Healthcare data is highly complex—containing hundreds of thousands of ICD-10, NDC, and CPT codes, all of which support patient care, billing, and reimbursement.
To make sense of it all, healthcare organizations typically use commercially available clinical episode groupers, which organize paid claims data into meaningful episodes of care. Many of these legacy tools were built in the 1990s and enable basic retrospective reporting and analysis. However, some fall short in the following areas:
- Identifying prospective value-based opportunities
- Processing massive data sets at a high velocity
- Incorporating new, non-traditional data elements
It’s time to demand more from your grouper.
With newly available data processing and AI/ML technologies, grouping tools should have the power to maximize the value of all your data. They should be able to process that data at a cadence of your choosing. And they should inform data-driven decisions that help you manage your members and providers to optimize health, manage costs, and measure outcomes.

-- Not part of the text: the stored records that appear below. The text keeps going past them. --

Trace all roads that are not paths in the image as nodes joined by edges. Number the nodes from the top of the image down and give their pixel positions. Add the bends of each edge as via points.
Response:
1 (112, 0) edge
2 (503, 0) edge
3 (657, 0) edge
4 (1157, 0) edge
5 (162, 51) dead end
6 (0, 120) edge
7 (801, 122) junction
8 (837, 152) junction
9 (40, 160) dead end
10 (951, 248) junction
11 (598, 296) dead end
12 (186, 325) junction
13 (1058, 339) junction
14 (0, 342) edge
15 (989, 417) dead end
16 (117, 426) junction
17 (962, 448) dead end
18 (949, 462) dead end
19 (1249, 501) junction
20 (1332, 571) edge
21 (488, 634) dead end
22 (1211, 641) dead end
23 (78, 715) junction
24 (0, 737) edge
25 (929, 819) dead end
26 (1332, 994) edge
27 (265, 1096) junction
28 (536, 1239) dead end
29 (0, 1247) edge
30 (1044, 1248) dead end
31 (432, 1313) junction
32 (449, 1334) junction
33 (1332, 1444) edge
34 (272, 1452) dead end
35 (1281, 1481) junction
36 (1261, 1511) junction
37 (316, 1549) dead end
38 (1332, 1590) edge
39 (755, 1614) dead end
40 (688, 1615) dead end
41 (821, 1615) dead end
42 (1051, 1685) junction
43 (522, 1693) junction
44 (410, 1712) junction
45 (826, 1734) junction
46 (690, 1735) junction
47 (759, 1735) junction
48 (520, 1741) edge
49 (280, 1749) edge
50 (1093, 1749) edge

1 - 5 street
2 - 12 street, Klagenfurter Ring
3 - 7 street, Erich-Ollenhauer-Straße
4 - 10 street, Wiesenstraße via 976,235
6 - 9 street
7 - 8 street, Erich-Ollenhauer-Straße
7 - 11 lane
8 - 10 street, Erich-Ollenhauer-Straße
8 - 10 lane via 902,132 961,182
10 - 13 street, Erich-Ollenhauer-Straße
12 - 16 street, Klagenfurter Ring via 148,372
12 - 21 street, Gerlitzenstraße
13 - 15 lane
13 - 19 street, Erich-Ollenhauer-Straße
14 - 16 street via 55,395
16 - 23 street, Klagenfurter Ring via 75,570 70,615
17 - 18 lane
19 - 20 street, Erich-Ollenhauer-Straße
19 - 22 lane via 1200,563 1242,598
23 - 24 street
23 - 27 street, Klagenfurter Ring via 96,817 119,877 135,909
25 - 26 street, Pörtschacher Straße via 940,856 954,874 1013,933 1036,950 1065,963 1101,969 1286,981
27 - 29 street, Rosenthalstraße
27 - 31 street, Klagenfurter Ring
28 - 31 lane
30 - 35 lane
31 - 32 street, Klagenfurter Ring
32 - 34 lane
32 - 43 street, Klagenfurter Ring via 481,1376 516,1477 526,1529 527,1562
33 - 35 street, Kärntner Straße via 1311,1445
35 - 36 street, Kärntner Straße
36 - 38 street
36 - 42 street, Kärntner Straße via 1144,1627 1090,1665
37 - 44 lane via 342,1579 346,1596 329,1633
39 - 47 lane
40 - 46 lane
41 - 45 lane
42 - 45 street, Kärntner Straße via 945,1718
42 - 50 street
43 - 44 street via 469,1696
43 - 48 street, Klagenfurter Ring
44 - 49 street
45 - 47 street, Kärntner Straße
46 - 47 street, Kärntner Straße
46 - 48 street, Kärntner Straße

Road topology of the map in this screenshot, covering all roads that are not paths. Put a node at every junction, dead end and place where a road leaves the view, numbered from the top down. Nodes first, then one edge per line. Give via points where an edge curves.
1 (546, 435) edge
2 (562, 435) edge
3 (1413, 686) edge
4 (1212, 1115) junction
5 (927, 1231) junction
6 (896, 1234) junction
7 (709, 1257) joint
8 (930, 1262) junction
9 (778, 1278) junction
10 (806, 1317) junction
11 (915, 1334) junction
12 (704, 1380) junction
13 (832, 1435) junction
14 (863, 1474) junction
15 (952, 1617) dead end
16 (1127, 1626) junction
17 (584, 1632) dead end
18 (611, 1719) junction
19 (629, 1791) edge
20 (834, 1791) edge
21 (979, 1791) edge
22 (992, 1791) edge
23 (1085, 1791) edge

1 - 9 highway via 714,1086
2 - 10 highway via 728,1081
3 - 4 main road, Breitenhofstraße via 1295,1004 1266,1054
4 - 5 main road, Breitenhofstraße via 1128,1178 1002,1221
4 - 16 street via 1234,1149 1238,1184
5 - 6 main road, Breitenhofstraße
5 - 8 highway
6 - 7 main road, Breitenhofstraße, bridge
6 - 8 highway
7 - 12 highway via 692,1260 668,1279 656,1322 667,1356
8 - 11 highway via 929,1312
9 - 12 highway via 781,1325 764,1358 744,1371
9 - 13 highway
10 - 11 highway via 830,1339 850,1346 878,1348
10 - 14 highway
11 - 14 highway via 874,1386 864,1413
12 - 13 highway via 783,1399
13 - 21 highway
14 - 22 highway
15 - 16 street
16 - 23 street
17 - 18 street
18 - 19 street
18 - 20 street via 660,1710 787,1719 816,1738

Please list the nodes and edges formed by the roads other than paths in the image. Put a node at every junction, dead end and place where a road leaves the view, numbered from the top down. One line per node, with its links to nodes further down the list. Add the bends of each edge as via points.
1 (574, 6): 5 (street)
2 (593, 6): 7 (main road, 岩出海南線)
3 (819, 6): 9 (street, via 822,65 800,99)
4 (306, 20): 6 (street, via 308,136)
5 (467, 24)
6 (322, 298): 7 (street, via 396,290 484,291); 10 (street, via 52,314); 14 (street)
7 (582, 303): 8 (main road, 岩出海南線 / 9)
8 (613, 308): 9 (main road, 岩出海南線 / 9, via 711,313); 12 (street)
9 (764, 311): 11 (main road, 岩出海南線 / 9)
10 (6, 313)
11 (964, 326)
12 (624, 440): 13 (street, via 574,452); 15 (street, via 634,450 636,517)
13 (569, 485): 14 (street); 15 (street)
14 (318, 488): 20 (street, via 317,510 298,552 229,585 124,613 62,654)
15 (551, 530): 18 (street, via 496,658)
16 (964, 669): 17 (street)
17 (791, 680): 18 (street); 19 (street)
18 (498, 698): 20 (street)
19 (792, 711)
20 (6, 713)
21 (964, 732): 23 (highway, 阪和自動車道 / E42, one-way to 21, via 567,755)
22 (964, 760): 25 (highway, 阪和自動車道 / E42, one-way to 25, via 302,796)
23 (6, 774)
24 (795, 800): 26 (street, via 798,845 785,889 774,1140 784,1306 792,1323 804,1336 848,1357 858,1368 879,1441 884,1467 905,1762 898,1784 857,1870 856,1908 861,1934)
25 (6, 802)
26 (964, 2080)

At Certilytics, we built our CORE® Clinical Episode Grouper, which applies and integrates our proprietary data management techniques, ML/AI modeling, information processing, and reporting technologies. This gives our customers the predictive intelligence they need to make better decisions when managing members and providers to optimize clinical outcomes and coordinate care across programs.
Based on our experience building our own grouper, we’ve identified Five Critical Features that should be considered when selecting a grouping technology for your organization’s success in a value-based healthcare ecosystem.
1. Integration of New Data Domains
The number of data sources available to healthcare organizations is growing—and you need a grouper that can keep up.
Your next grouper should take advantage of data elements beyond just retrospective medical and pharmacy claims data. Social determinants of health, lab results, health risk assessment data, provider information, disability data, and patient medical record data are just a few examples of domains that could improve the accuracy of grouping and provide for more insights into treatment patterns.
2. Pharmacy Integration
The integration of medical and pharmacy data into one cohesive picture for the diagnosis and treatment of a condition is a key byproduct of a grouping algorithm. If your grouper is not taking advantage of the power of the information in the comingling of these two attributes, you are missing out on opportunities.
3. Predictive Accuracy
Categorizing historical data for retrospective reporting is one thing. It’s quite another to have a dynamic grouper that is truly forward-looking.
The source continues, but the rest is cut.